··· PROVIDED RECORDS

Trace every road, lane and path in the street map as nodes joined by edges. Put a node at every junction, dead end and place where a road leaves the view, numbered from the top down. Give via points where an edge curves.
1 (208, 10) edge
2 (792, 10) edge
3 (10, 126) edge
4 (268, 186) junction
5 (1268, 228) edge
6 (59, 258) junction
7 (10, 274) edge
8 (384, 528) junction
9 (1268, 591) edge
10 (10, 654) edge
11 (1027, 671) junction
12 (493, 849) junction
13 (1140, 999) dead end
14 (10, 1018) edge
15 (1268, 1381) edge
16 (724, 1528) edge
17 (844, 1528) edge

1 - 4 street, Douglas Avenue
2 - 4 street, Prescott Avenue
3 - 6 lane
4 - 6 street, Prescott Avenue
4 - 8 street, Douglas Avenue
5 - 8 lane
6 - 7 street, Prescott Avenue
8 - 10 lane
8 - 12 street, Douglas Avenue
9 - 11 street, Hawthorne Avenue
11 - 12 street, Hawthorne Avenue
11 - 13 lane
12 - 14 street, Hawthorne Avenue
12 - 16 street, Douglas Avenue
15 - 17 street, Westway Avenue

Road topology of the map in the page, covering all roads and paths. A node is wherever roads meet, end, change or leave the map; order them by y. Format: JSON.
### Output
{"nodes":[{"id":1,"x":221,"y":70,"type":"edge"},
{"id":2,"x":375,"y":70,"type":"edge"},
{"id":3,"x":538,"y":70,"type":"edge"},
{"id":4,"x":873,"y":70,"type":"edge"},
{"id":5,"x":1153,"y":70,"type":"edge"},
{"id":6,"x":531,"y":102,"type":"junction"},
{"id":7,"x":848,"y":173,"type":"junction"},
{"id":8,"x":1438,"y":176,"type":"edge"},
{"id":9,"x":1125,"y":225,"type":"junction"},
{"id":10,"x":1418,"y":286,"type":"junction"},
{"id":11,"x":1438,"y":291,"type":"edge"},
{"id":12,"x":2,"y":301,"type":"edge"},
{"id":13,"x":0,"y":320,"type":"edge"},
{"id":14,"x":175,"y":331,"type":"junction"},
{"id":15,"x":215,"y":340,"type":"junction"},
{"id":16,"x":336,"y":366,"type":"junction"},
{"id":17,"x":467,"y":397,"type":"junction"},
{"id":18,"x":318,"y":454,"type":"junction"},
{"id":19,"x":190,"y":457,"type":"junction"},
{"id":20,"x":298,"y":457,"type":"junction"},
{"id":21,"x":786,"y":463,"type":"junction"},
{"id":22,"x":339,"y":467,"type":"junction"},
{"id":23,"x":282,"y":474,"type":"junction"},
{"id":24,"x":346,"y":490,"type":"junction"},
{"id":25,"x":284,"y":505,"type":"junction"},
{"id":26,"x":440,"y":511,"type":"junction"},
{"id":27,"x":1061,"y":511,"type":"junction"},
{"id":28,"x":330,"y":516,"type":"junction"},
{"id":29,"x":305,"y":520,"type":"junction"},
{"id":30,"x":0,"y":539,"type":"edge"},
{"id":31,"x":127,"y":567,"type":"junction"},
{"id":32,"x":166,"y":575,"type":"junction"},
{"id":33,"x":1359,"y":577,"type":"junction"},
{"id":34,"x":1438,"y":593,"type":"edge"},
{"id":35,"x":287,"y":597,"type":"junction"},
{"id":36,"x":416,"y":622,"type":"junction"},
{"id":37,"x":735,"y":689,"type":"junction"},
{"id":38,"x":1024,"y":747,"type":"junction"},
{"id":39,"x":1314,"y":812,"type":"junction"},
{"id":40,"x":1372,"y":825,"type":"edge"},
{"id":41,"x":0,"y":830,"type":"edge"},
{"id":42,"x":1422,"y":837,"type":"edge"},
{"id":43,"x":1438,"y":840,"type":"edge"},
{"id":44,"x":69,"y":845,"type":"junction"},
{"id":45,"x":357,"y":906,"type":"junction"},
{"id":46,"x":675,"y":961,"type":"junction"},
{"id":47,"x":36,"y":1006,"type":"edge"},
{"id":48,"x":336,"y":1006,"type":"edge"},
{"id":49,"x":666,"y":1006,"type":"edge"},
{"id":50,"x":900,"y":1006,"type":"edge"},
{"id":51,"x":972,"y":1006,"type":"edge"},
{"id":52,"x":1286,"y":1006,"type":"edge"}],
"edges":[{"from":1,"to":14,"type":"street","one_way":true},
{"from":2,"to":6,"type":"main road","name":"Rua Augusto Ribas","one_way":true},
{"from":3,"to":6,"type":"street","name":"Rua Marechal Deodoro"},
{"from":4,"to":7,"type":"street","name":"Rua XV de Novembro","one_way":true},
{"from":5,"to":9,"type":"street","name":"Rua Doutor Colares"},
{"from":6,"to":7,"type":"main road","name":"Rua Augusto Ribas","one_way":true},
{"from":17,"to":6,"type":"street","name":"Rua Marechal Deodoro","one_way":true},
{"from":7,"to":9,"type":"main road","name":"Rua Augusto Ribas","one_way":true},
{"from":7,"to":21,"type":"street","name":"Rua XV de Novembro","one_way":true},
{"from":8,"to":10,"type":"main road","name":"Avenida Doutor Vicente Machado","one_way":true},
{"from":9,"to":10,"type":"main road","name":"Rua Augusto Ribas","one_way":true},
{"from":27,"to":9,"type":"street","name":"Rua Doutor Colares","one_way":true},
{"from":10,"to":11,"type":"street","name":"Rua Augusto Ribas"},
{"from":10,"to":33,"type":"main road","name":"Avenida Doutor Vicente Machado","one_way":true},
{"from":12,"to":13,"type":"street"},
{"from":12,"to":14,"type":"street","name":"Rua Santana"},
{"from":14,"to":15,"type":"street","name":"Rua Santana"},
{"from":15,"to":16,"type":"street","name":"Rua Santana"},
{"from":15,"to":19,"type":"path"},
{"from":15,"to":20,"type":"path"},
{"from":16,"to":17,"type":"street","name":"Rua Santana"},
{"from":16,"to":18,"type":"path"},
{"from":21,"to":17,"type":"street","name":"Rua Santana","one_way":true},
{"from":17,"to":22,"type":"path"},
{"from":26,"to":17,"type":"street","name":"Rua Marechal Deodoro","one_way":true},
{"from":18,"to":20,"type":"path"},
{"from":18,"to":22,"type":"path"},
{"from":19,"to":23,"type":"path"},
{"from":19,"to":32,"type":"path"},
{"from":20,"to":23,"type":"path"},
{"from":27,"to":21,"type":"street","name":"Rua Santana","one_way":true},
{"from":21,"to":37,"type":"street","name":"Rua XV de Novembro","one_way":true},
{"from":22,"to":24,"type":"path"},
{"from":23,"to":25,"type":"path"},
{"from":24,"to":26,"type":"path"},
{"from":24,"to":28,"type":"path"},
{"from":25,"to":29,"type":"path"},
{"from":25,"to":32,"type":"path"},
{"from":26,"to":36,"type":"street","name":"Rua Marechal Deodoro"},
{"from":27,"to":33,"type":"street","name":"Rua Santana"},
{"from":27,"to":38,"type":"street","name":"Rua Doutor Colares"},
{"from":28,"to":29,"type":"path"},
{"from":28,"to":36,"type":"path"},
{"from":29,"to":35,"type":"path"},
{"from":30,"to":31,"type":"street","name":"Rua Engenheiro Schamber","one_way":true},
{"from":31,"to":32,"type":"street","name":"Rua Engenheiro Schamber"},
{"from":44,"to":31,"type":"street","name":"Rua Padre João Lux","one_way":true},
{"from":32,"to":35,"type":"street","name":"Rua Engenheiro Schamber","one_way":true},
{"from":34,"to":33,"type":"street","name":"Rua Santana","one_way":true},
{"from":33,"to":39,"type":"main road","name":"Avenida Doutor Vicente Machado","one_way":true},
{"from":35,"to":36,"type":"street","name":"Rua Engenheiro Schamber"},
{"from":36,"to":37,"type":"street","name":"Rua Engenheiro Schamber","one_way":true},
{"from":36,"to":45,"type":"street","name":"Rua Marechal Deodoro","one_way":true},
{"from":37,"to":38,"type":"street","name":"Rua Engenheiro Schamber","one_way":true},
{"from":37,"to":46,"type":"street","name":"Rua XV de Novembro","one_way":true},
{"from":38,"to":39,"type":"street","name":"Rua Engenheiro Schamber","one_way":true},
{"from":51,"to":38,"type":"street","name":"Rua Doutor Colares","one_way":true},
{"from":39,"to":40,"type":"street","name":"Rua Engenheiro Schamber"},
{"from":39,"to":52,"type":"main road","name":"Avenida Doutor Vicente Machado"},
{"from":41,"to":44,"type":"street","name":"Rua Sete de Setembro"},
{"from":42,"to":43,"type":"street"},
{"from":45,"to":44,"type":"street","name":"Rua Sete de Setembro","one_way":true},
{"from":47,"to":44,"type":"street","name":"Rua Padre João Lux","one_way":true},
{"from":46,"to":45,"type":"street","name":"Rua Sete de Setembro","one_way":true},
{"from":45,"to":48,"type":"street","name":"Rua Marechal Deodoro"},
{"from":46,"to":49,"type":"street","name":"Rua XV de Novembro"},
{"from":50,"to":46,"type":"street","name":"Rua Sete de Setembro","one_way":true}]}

······

The expected output is one number, the tally of lines above containing "Padre".

• SOLUTION TO THE PROBLEM
2